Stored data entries
-=-=-
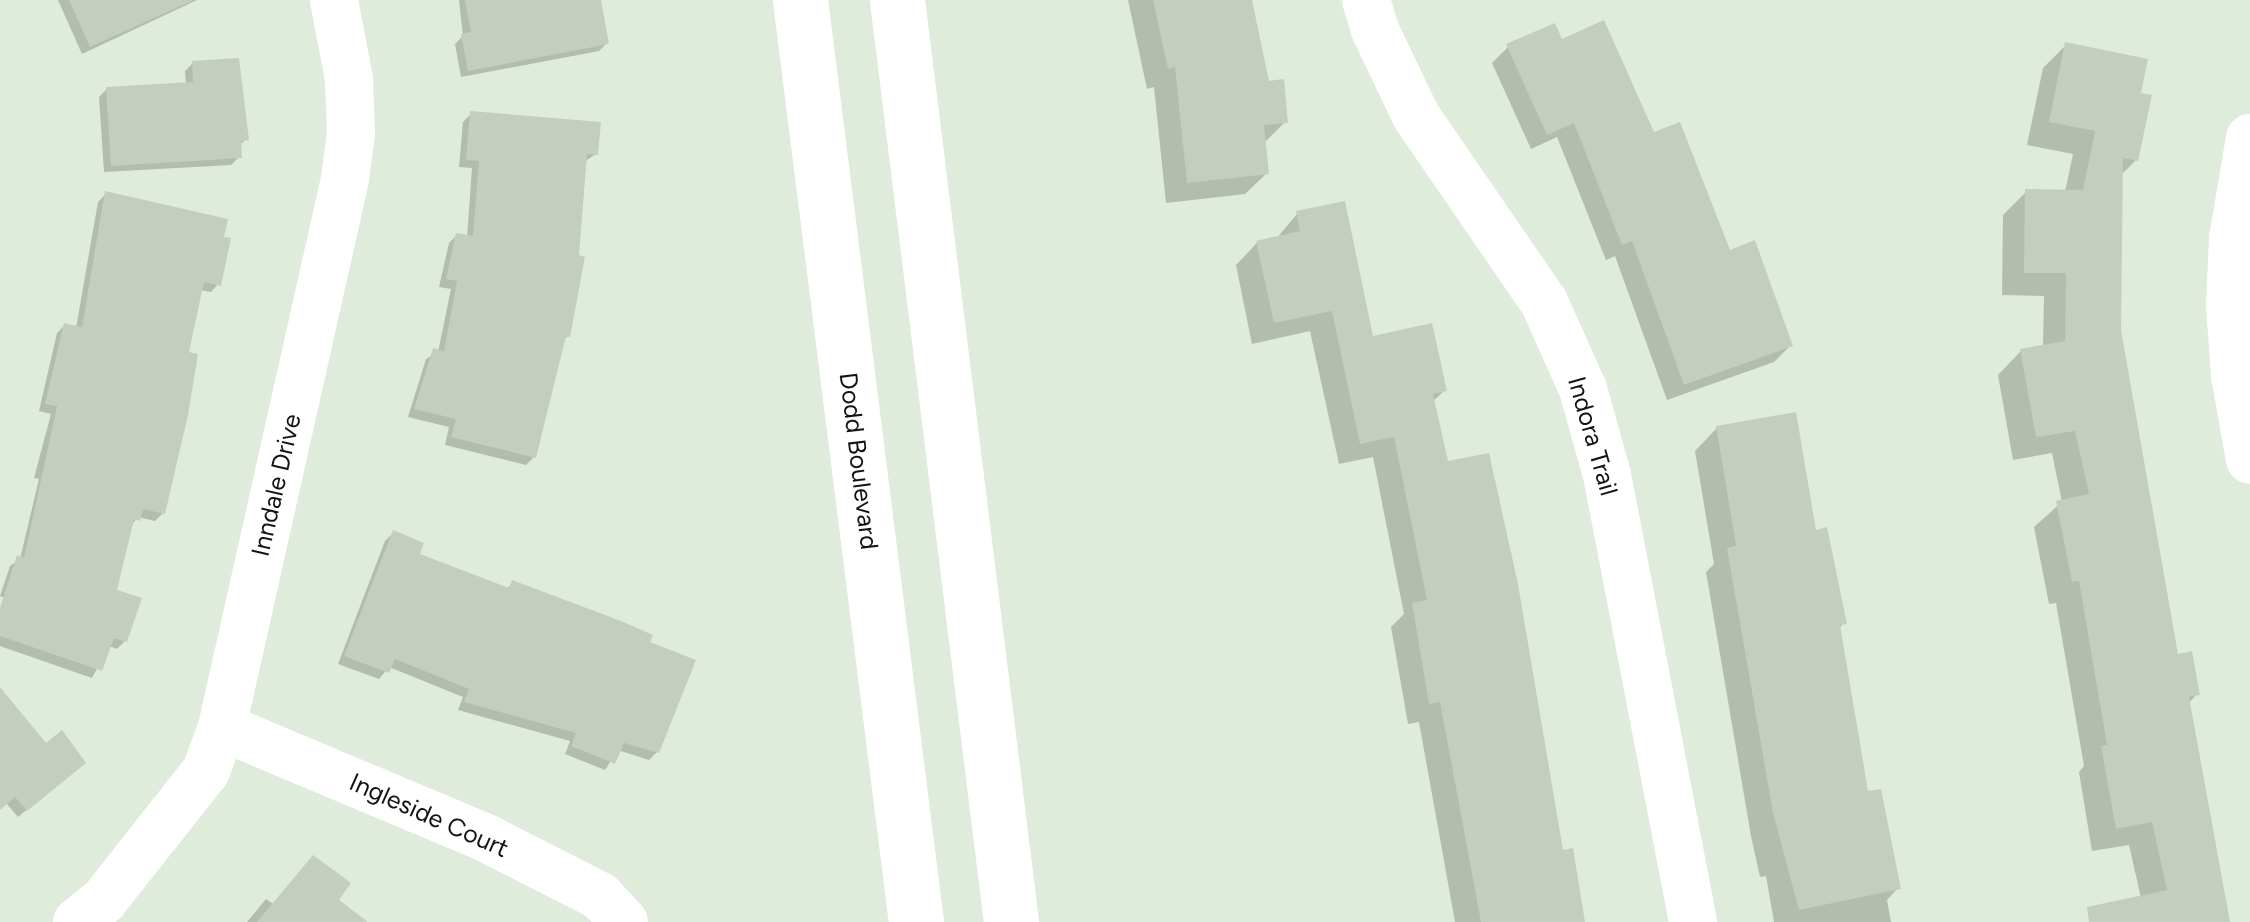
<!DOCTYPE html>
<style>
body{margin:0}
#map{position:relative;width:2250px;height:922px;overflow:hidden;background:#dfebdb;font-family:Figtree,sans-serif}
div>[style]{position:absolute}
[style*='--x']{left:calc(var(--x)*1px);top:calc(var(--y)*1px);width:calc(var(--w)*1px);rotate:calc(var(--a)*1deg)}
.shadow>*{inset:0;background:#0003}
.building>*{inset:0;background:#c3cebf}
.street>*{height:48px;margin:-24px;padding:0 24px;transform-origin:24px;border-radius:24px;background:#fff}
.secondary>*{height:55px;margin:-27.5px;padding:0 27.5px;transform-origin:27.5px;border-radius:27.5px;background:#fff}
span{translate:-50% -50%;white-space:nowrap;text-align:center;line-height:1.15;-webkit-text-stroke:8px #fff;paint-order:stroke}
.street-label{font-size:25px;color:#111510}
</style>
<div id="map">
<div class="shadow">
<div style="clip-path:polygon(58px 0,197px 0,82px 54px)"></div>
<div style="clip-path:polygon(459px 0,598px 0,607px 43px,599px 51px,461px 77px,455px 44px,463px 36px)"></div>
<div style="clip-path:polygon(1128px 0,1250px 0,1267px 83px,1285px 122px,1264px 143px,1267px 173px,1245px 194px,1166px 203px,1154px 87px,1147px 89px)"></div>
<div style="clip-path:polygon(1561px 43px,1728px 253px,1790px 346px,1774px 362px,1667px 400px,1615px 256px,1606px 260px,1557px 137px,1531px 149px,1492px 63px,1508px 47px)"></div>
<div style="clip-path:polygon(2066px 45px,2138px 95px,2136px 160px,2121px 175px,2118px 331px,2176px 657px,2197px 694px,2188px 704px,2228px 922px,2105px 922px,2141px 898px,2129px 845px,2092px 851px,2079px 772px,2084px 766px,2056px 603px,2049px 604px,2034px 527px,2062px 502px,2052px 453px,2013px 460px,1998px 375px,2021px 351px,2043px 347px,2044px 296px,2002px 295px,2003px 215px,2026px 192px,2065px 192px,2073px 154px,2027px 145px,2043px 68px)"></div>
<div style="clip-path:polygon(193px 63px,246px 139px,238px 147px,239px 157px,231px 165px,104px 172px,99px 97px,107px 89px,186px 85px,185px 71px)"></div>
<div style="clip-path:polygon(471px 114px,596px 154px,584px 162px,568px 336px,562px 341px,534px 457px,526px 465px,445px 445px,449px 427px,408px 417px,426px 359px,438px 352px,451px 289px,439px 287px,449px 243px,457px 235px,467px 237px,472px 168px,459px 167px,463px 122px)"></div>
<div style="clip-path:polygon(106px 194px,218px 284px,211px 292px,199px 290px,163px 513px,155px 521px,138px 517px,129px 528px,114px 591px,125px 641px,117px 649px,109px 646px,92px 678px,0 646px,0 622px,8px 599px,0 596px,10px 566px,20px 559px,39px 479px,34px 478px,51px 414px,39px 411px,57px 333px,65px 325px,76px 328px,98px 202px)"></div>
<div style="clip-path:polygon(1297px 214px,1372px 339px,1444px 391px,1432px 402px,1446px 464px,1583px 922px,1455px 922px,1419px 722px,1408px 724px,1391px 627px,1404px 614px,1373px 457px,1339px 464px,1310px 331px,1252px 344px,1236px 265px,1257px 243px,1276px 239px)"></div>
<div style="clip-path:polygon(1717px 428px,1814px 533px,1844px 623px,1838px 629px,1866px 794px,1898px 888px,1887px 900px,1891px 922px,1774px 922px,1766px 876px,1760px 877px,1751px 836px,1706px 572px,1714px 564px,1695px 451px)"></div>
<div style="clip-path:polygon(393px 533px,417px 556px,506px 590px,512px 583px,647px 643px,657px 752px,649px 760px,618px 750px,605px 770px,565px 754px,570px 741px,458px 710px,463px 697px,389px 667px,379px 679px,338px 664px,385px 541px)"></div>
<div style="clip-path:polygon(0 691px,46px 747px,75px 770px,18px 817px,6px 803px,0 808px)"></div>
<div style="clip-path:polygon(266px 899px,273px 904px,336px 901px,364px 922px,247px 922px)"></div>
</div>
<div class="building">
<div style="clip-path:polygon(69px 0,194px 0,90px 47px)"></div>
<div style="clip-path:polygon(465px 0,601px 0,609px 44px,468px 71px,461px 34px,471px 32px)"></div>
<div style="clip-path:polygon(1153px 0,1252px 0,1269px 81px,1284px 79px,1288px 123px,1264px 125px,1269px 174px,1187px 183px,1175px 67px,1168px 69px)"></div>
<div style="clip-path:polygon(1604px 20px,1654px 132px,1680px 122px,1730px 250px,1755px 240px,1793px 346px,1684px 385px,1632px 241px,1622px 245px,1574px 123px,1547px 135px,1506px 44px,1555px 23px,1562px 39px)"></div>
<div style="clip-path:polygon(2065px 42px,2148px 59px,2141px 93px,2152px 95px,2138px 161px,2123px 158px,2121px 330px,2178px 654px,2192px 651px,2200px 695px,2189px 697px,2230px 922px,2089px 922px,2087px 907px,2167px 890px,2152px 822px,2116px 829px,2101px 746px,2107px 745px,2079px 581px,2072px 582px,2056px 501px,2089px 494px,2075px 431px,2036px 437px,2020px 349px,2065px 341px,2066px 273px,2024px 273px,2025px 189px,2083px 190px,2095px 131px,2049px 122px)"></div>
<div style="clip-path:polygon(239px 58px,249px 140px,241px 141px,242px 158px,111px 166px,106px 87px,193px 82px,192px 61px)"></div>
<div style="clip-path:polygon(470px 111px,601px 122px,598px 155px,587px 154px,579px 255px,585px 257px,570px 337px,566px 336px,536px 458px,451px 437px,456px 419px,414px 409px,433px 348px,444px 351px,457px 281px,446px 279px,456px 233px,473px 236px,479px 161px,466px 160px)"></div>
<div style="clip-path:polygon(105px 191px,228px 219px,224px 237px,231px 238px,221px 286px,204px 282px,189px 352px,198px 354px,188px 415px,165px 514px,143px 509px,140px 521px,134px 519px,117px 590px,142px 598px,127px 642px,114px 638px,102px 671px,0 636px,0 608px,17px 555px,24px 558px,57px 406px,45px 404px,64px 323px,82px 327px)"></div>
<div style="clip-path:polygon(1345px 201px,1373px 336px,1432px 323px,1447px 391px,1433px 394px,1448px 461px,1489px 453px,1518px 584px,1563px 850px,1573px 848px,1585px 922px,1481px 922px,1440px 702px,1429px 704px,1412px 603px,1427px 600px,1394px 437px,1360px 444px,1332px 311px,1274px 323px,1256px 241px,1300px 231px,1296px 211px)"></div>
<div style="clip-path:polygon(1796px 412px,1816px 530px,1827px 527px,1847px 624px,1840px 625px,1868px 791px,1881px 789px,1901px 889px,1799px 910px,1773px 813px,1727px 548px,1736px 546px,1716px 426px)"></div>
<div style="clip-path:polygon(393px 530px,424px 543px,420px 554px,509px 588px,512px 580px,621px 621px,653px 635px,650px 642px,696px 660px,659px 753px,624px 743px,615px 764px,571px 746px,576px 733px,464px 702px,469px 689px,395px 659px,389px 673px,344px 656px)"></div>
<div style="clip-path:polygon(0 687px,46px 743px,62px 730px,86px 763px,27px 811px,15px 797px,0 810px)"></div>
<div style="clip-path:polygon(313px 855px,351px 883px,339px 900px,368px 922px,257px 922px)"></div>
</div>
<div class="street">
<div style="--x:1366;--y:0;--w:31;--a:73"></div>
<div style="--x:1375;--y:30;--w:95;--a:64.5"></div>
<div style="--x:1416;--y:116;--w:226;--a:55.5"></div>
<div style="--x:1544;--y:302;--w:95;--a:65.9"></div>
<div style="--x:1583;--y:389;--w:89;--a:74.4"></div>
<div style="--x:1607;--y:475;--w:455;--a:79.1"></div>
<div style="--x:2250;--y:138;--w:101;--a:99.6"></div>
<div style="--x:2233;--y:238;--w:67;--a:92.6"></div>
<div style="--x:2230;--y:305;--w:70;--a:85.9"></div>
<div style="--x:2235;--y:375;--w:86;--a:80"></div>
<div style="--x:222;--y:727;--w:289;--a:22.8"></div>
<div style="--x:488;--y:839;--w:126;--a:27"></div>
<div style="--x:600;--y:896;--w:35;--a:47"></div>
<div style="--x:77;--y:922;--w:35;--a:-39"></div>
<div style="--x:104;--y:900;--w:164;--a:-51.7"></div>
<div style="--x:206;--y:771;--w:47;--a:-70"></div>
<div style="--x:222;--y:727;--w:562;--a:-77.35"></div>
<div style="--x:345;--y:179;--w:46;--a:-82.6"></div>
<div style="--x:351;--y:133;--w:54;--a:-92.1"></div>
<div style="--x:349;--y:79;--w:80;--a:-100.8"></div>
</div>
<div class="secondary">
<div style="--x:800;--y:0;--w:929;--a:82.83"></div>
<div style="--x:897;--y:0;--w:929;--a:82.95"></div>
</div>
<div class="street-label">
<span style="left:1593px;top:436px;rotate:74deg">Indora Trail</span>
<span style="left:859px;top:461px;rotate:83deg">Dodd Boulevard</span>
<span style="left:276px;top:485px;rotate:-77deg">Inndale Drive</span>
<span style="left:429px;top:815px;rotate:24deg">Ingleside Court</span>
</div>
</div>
-=-=-
TASK TO COMPLETE =>
From the entries above, copy every line where the word "width" shows up.

RESULT FOR THIS TASK =>
#map{position:relative;width:2250px;height:922px;overflow:hidden;background:#dfebdb;font-family:Figtree,sans-serif}
[style*='--x']{left:calc(var(--x)*1px);top:calc(var(--y)*1px);width:calc(var(--w)*1px);rotate:calc(var(--a)*1deg)}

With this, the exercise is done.